#### [TASK BRIEF]
Each line in the records below that has the word "Calle" should be copied.
[INPUT DATA — start]
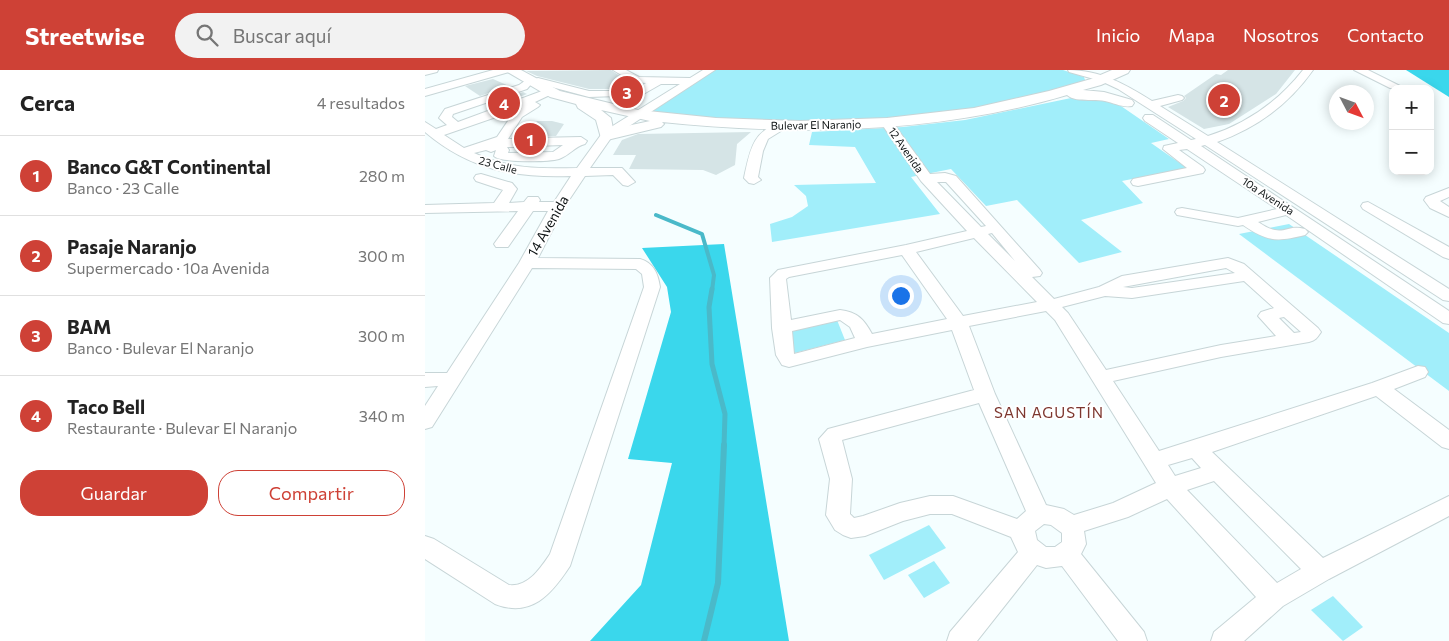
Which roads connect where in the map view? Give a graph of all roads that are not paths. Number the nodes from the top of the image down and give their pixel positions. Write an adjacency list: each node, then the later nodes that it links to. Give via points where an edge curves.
1 (433, 70): 10 (street)
2 (505, 70): 16 (street)
3 (511, 70): 17 (main road, Bulevar El Naranjo)
4 (618, 70): 14 (street, via 637,80)
5 (710, 70): 15 (street, 14 Avenida)
6 (1073, 70): 13 (street, 10a Avenida)
7 (1308, 70): 36 (street, via 1290,95 1256,120)
8 (1359, 70): 18 (street)
9 (1121, 71): 13 (main road, Bulevar El Naranjo); 27 (main road, via 1119,80)
10 (425, 72)
11 (451, 73): 16 (street)
12 (425, 78): 19 (street)
13 (1096, 79): 22 (main road, Bulevar El Naranjo); 27 (street, 10a Avenida)
14 (660, 80): 15 (street); 17 (street, via 636,94 618,95 589,94 565,87)
15 (692, 81): 29 (street, 14 Avenida)
16 (463, 83): 19 (street)
17 (523, 83): 20 (main road, Bulevar El Naranjo); 24 (street, via 534,96); 25 (street)
18 (1392, 85)
19 (437, 90): 21 (street)
20 (552, 92): 24 (street); 26 (main road, Bulevar El Naranjo); 40 (street, via 520,112 501,140)
21 (425, 93)
22 (1052, 95): 27 (main road, via 1089,94); 30 (main road, Bulevar El Naranjo, via 974,112)
23 (1176, 97): 27 (street)
24 (532, 99): 32 (street)
25 (486, 100): 28 (street, via 467,110 475,115); 32 (street, via 447,114 445,118)
26 (575, 100): 29 (main road, Bulevar El Naranjo); 35 (main road, via 601,116)
27 (1140, 102): 36 (street, 10a Avenida); 39 (street, 10a Avenida)
28 (487, 113)
29 (638, 115): 31 (main road, Bulevar El Naranjo); 35 (street, 14 Avenida)
30 (887, 123): 34 (main road, Bulevar El Naranjo, via 783,126); 43 (street, 12 Avenida)
31 (716, 124): 34 (main road, Bulevar El Naranjo); 35 (main road, via 653,124)
32 (457, 127): 33 (street)
33 (429, 130): 40 (street, 23 Calle)
34 (759, 131): 44 (street, via 752,167 751,178)
35 (604, 138): 37 (street); 41 (street, 14 Avenida)
36 (1207, 140): 39 (street); 47 (street, 10a Avenida)
37 (575, 141): 38 (street); 38 (street, via 560,154 548,157 503,157)
38 (506, 143): 40 (street)
39 (1187, 145): 46 (street, via 1169,150 1197,170); 48 (street, 10a Avenida)
40 (465, 154): 41 (street, 23 Calle, via 479,161 523,172)
41 (581, 172): 45 (street, 23 Calle, via 617,171); 50 (street, 14 Avenida)
42 (481, 178): 52 (street, via 510,189)
43 (926, 178): 59 (street, 12 Avenida, via 951,179); 60 (street, 12 Avenida)
44 (754, 180)
45 (628, 182)
46 (1138, 182)
47 (1277, 185): 48 (street); 66 (street, 10a Avenida)
48 (1259, 190): 55 (street, 10a Avenida)
49 (1449, 192): 57 (street, via 1431,200)
50 (561, 202): 51 (street); 65 (street, 14 Avenida)
51 (531, 203): 52 (street); 62 (street)
52 (502, 204): 54 (street)
53 (1368, 206): 64 (street)
54 (425, 210)
55 (1289, 210): 58 (street); 69 (street, 10a Avenida)
56 (1182, 212): 58 (street)
57 (1449, 213)
58 (1247, 221): 61 (street, via 1276,237)
59 (992, 223): 60 (street); 67 (street, 12 Avenida)
60 (972, 228): 63 (street); 67 (street, 12 Avenida)
61 (1300, 232)
62 (502, 244)
63 (906, 250): 70 (street); 71 (street, via 784,273 778,278)
64 (1449, 254)
65 (527, 263): 76 (street, 14 Avenida); 89 (street, via 641,264 650,273 652,287 561,559 536,589 520,598 504,596)
66 (1449, 296)
67 (1057, 308): 68 (street, via 1105,291 1132,293 1247,276); 70 (street); 75 (street)
68 (1287, 310): 72 (street, via 1267,316); 72 (street, via 1312,332 1309,336)
69 (1449, 319)
70 (958, 322): 73 (street); 79 (street)
71 (781, 328): 73 (street, via 847,315 853,318); 73 (street, via 789,361)
72 (1290, 340): 75 (street, via 1221,351)
73 (866, 341)
74 (1418, 372): 78 (street)
75 (1099, 378): 83 (street)
76 (451, 379): 77 (street); 80 (street, 14 Avenida)
77 (425, 380)
78 (1379, 388): 81 (street); 82 (street)
79 (985, 394): 88 (street); 88 (street, via 835,434 829,439 841,479 838,515 851,528 930,505 953,505)
80 (425, 422)
81 (1449, 442)
82 (1196, 449): 83 (street); 84 (street)
83 (1154, 461): 85 (street)
84 (1217, 471): 85 (street); 91 (street)
85 (1170, 487): 87 (street, via 1120,510); 92 (street)
86 (1449, 505): 91 (street)
87 (1070, 526): 88 (street, via 1058,517); 90 (street, via 1075,541)
88 (1031, 533): 90 (street, via 1048,558); 93 (street)
89 (425, 546)
90 (1067, 554): 94 (street)
91 (1320, 571): 92 (street)
92 (1274, 598): 95 (street)
93 (960, 641)
94 (1134, 641)
95 (1224, 641)

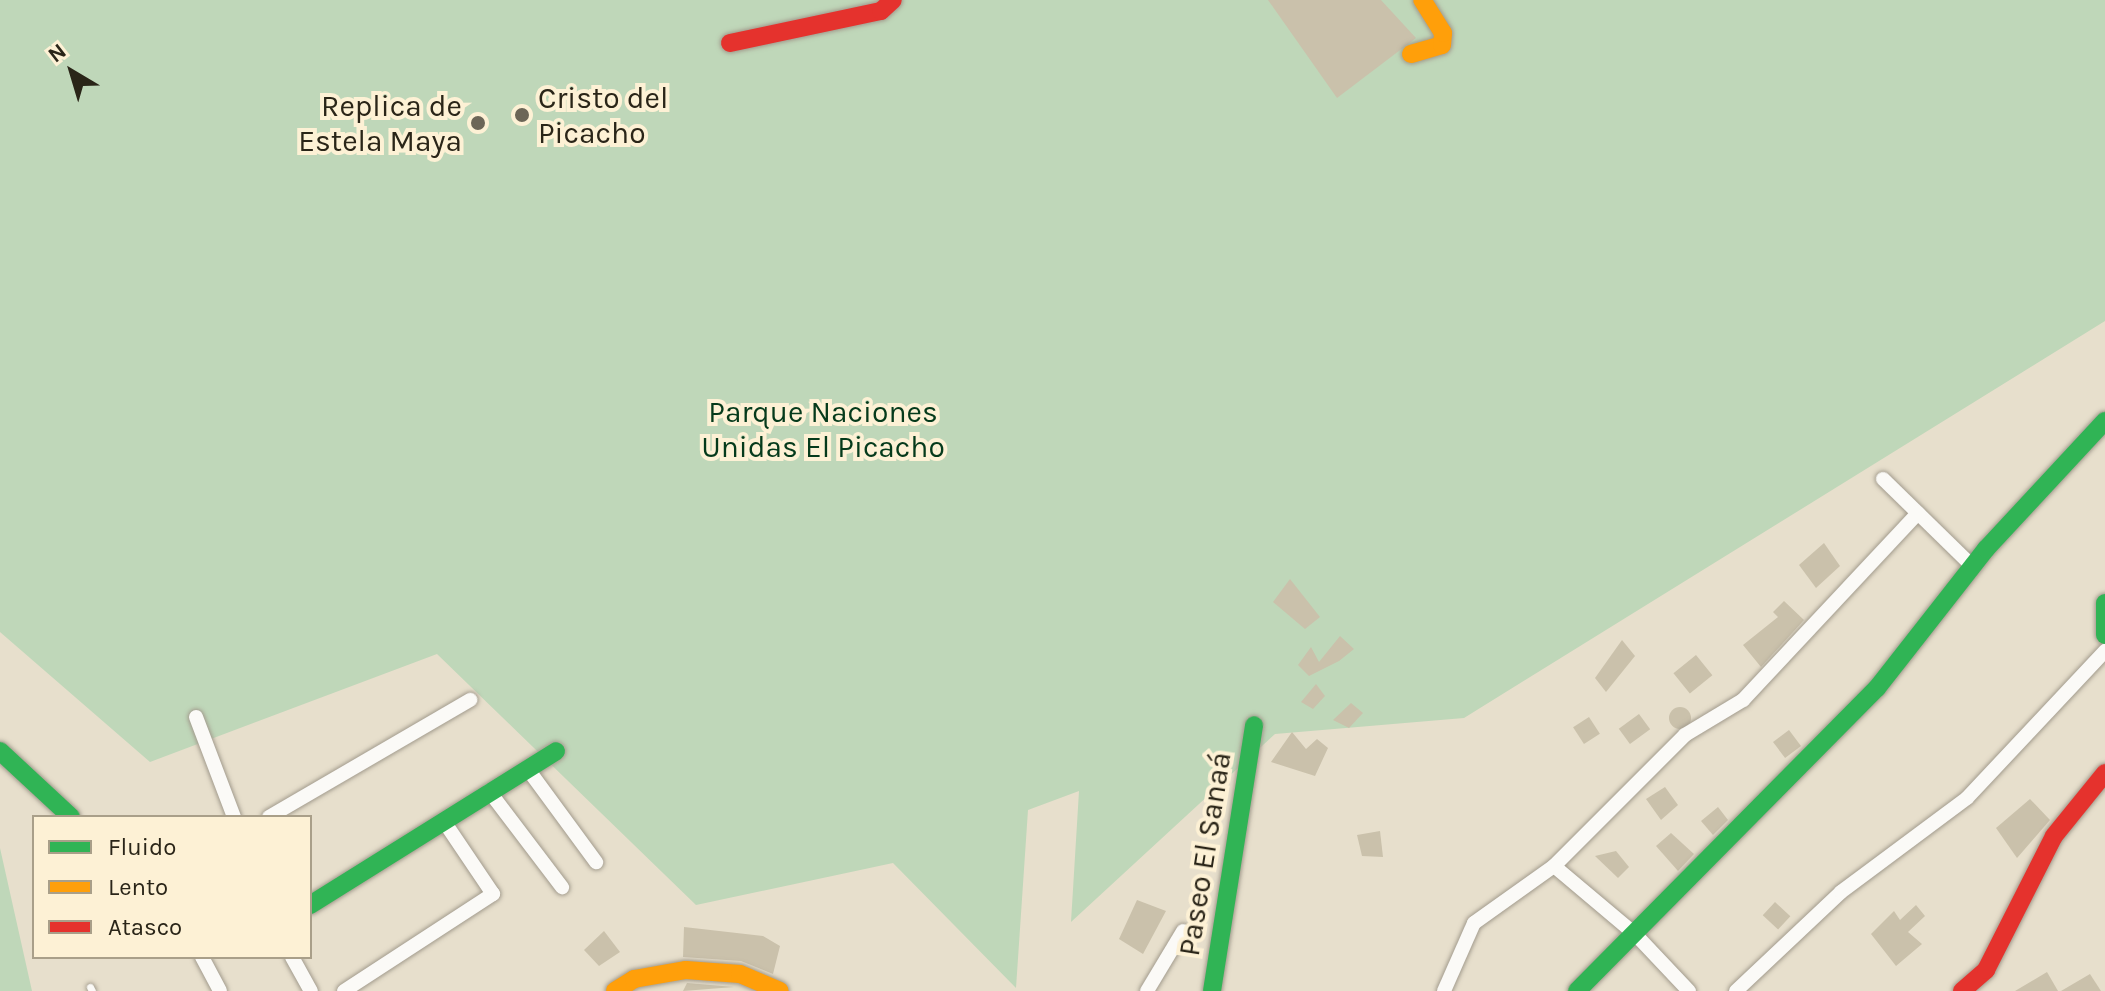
[INPUT DATA — finish]
#### [TASK RESPONSE]
33 (429, 130): 40 (street, 23 Calle)
40 (465, 154): 41 (street, 23 Calle, via 479,161 523,172)
41 (581, 172): 45 (street, 23 Calle, via 617,171); 50 (street, 14 Avenida)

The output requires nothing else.